* TRY IT
Search term "pixel": please show all lines in the listing that contain it.

* DATA PROVIDED
------------------------------------------------
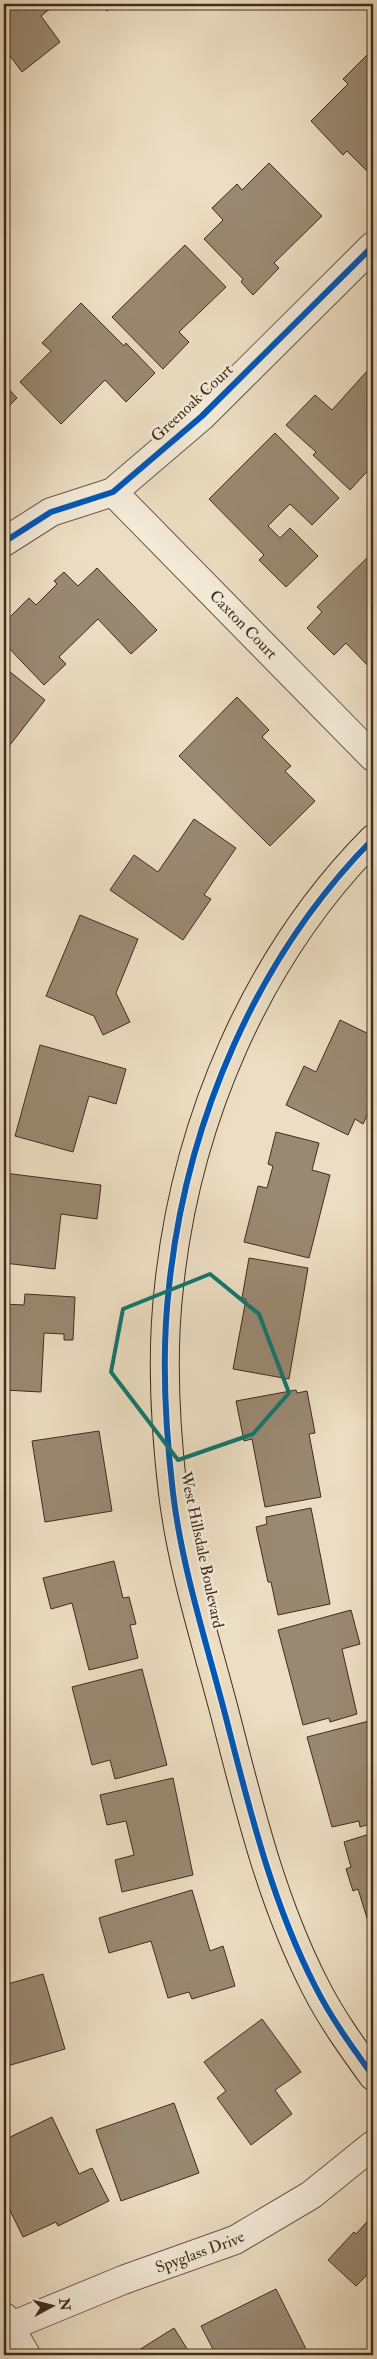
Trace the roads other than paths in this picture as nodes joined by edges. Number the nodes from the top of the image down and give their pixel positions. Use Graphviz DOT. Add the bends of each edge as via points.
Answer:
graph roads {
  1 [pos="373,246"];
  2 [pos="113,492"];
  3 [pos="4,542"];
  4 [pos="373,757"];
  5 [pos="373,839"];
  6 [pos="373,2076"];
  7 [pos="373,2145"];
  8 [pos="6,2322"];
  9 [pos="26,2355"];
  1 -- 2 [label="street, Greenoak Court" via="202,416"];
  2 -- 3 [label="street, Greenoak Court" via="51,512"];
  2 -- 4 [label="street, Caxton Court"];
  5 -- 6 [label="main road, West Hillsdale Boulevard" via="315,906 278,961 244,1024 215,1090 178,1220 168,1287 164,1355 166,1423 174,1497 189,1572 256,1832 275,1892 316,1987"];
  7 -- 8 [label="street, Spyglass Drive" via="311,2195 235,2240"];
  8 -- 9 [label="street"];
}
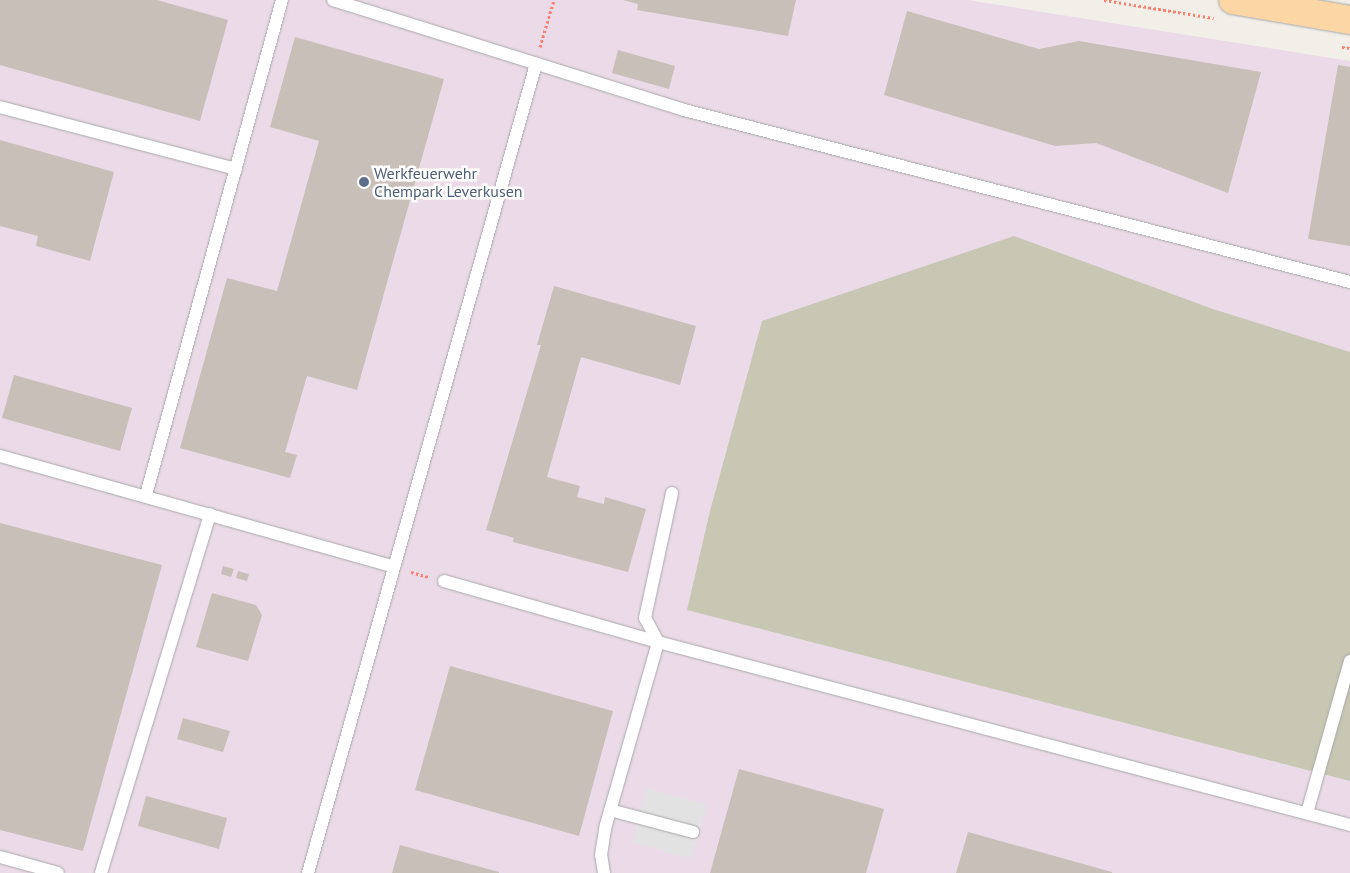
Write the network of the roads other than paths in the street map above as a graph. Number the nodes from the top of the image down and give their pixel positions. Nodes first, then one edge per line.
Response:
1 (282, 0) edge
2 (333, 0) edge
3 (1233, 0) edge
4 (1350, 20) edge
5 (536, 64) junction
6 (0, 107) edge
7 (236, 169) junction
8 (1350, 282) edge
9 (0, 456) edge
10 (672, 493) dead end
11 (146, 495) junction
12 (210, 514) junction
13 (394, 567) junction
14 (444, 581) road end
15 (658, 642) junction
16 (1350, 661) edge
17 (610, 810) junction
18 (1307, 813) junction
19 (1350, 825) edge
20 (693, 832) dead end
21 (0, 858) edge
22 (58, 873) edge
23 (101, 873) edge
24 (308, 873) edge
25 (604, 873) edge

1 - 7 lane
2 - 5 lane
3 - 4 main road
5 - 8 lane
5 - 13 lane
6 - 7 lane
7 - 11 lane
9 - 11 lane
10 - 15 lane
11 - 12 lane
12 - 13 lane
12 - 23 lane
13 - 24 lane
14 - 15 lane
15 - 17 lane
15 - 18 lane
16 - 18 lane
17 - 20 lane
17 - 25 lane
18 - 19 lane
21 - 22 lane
------------------------------------------------
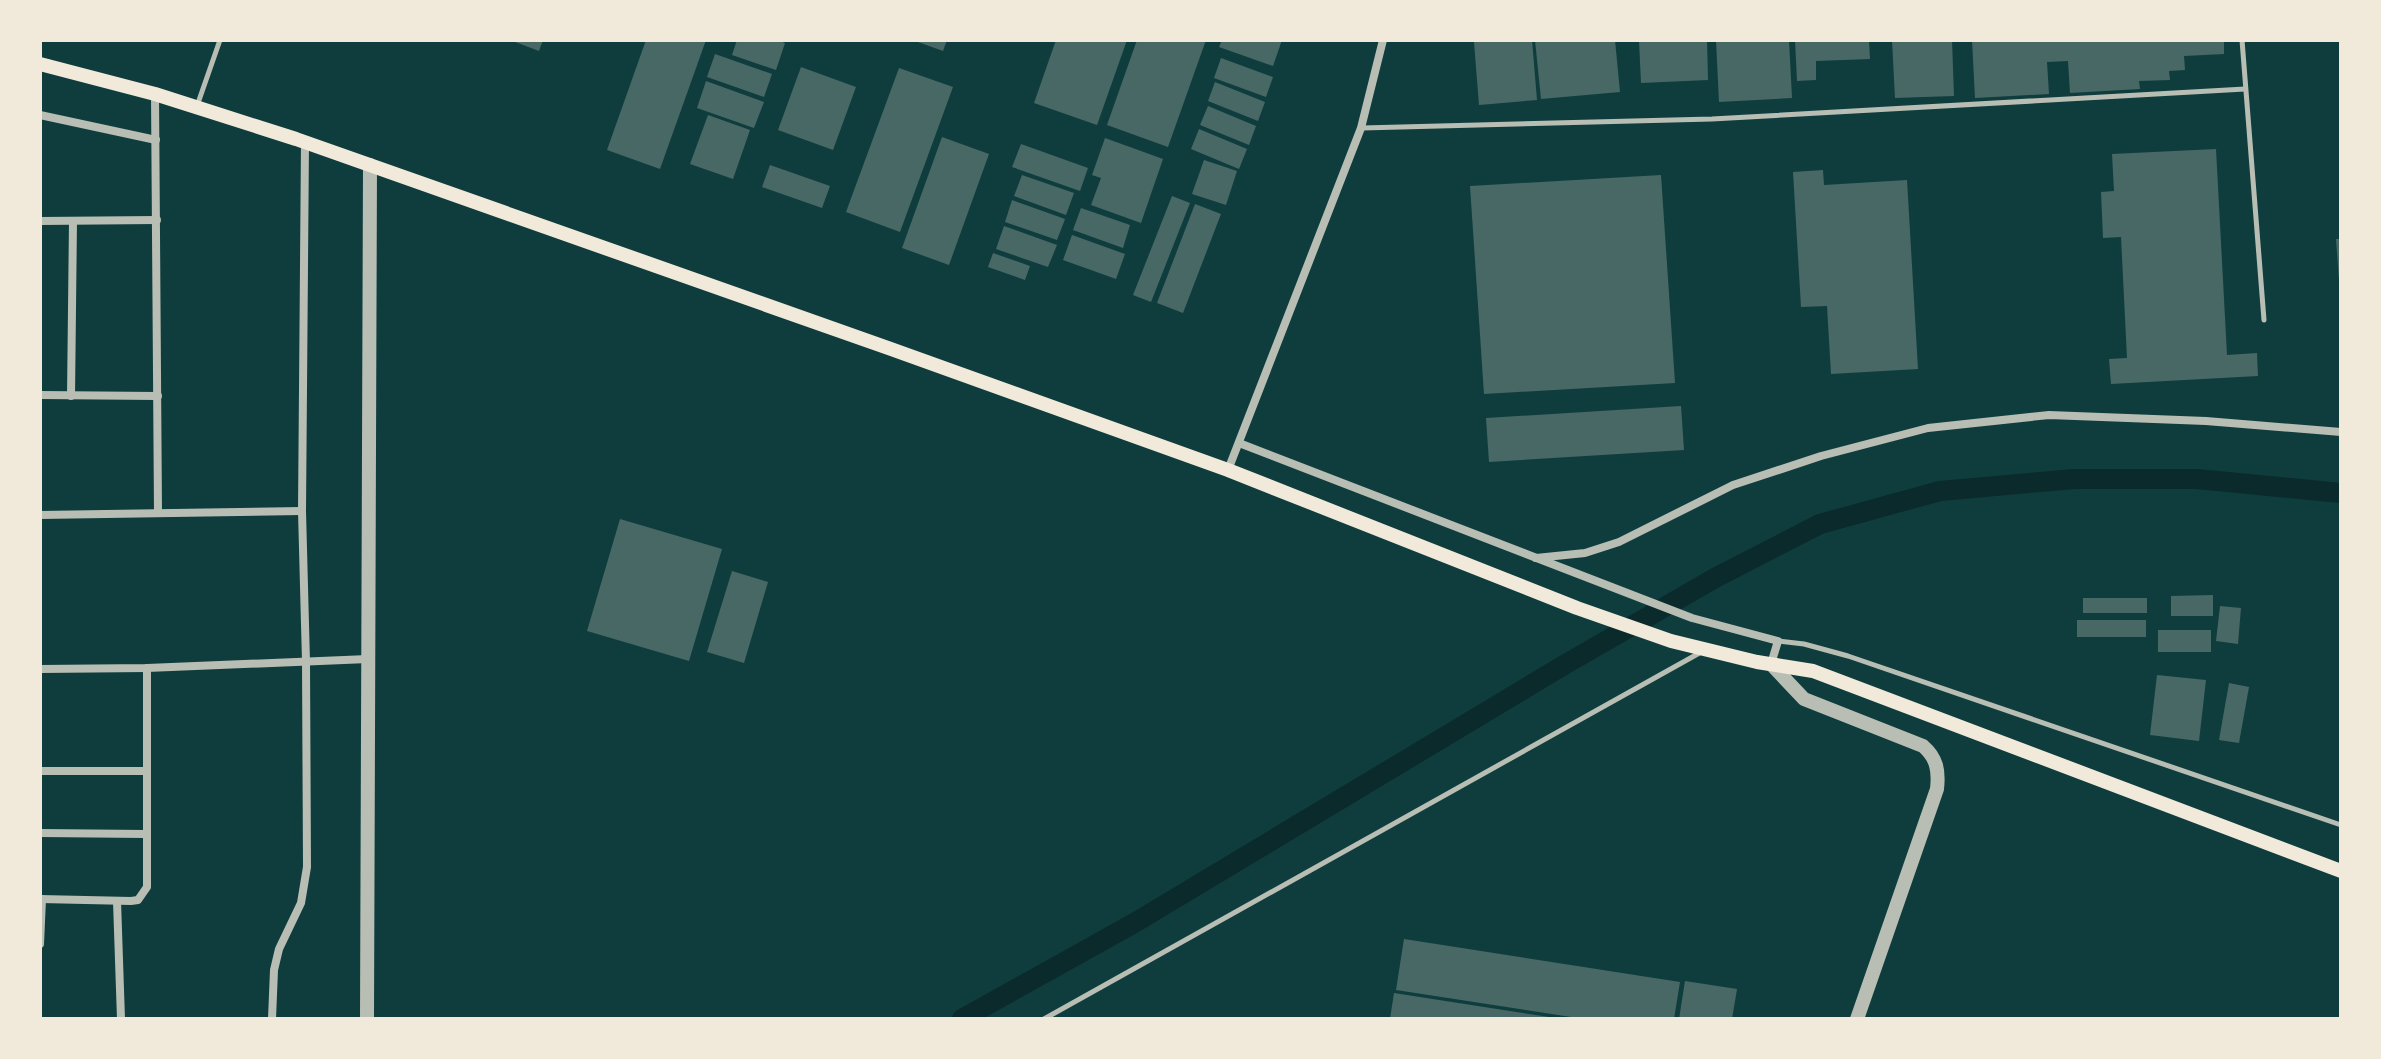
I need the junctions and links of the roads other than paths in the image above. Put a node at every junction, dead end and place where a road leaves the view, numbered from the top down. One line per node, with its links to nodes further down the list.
------------------------------------------------
* WRITTEN RESPONSE
Trace the roads other than paths in this picture as nodes joined by edges. Number the nodes from the top of the image down and give their pixel positions. Use Graphviz DOT. Add the bends of each edge as via points.
Write the network of the roads other than paths in the street map above as a graph. Number the nodes from the top of the image down and give their pixel positions. Nodes first, then one edge per line.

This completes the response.